> _YOUR INSTRUCTIONS_
Pull every line containing "Kesatrian" from the entries.

***** DATASET EXCERPTS

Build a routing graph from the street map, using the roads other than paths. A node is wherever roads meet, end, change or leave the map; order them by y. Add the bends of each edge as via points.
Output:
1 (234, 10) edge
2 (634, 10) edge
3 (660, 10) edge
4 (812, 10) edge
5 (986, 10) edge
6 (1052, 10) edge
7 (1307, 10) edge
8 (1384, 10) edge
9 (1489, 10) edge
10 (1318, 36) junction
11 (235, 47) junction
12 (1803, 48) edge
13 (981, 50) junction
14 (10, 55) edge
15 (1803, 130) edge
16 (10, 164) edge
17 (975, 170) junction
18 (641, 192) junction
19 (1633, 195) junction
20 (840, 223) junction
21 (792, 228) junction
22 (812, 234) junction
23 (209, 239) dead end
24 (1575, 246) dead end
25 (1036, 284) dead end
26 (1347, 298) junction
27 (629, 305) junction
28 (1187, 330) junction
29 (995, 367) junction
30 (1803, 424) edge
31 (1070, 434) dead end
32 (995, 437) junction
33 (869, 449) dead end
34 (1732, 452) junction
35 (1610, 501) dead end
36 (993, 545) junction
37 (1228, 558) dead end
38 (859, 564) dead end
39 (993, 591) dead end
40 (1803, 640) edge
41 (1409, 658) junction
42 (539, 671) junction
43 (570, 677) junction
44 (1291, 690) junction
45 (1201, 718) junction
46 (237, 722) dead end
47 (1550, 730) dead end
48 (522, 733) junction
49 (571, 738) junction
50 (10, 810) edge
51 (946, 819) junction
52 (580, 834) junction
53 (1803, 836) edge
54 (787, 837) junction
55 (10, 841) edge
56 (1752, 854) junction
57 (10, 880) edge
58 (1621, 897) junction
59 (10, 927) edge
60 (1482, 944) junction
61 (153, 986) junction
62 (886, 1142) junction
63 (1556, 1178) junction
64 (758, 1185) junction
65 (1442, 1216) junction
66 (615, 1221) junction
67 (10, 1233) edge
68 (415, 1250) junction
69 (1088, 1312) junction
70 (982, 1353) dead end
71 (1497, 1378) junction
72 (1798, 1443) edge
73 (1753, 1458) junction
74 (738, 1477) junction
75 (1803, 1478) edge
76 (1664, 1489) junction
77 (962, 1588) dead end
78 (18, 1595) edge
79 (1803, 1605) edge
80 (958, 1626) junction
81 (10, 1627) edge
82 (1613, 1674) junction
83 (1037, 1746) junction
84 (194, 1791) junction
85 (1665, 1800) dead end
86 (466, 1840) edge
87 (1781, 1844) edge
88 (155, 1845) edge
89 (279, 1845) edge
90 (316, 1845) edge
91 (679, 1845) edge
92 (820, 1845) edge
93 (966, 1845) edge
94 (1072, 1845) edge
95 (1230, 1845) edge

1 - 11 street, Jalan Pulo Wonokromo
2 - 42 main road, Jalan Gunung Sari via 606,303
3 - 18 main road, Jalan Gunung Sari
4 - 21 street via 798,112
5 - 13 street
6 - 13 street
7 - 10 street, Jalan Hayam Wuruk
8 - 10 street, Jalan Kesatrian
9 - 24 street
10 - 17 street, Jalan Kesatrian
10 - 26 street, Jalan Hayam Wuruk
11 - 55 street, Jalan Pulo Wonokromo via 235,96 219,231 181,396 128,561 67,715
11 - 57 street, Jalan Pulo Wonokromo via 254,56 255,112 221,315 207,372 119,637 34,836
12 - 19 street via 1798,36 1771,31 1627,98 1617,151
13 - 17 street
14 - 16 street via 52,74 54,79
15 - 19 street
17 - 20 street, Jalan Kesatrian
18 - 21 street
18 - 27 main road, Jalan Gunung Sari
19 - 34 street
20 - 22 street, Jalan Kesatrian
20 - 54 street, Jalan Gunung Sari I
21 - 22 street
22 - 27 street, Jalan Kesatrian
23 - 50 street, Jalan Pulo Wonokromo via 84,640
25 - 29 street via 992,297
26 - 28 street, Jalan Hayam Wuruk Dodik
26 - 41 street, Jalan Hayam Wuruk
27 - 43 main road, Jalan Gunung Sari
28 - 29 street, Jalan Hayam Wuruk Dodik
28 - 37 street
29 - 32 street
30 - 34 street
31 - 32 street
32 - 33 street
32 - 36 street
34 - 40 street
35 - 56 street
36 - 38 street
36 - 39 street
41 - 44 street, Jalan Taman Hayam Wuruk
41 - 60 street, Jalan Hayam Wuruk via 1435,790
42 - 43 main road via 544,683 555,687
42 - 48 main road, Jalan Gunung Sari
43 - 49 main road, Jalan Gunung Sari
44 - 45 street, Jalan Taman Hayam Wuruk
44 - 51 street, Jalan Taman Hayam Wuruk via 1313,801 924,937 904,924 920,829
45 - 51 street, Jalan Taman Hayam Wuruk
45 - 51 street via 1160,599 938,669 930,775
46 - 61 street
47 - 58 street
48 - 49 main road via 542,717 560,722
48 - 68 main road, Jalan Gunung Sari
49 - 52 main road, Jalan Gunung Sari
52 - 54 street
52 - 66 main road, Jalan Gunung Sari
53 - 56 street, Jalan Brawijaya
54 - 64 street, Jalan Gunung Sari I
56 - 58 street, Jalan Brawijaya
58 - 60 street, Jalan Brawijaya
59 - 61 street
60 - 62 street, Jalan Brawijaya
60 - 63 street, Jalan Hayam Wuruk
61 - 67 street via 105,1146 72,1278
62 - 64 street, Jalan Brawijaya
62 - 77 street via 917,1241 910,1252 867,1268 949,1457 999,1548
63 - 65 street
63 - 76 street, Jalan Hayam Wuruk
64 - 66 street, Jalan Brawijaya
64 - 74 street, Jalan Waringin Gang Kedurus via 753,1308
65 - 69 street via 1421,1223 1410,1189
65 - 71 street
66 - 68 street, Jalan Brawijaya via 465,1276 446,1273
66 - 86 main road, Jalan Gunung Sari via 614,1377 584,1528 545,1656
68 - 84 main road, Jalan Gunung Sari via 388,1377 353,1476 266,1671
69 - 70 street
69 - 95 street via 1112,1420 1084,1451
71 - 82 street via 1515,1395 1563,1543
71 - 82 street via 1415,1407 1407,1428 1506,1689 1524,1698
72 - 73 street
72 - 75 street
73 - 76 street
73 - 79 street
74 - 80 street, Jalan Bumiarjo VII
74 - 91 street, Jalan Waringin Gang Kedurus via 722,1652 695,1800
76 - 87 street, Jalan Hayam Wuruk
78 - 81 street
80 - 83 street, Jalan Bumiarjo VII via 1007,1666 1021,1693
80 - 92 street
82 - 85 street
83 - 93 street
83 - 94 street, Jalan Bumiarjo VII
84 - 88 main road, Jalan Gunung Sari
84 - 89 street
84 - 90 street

**********

> _SOLUTION FOR THIS PROBLEM_
8 - 10 street, Jalan Kesatrian
10 - 17 street, Jalan Kesatrian
17 - 20 street, Jalan Kesatrian
20 - 22 street, Jalan Kesatrian
22 - 27 street, Jalan Kesatrian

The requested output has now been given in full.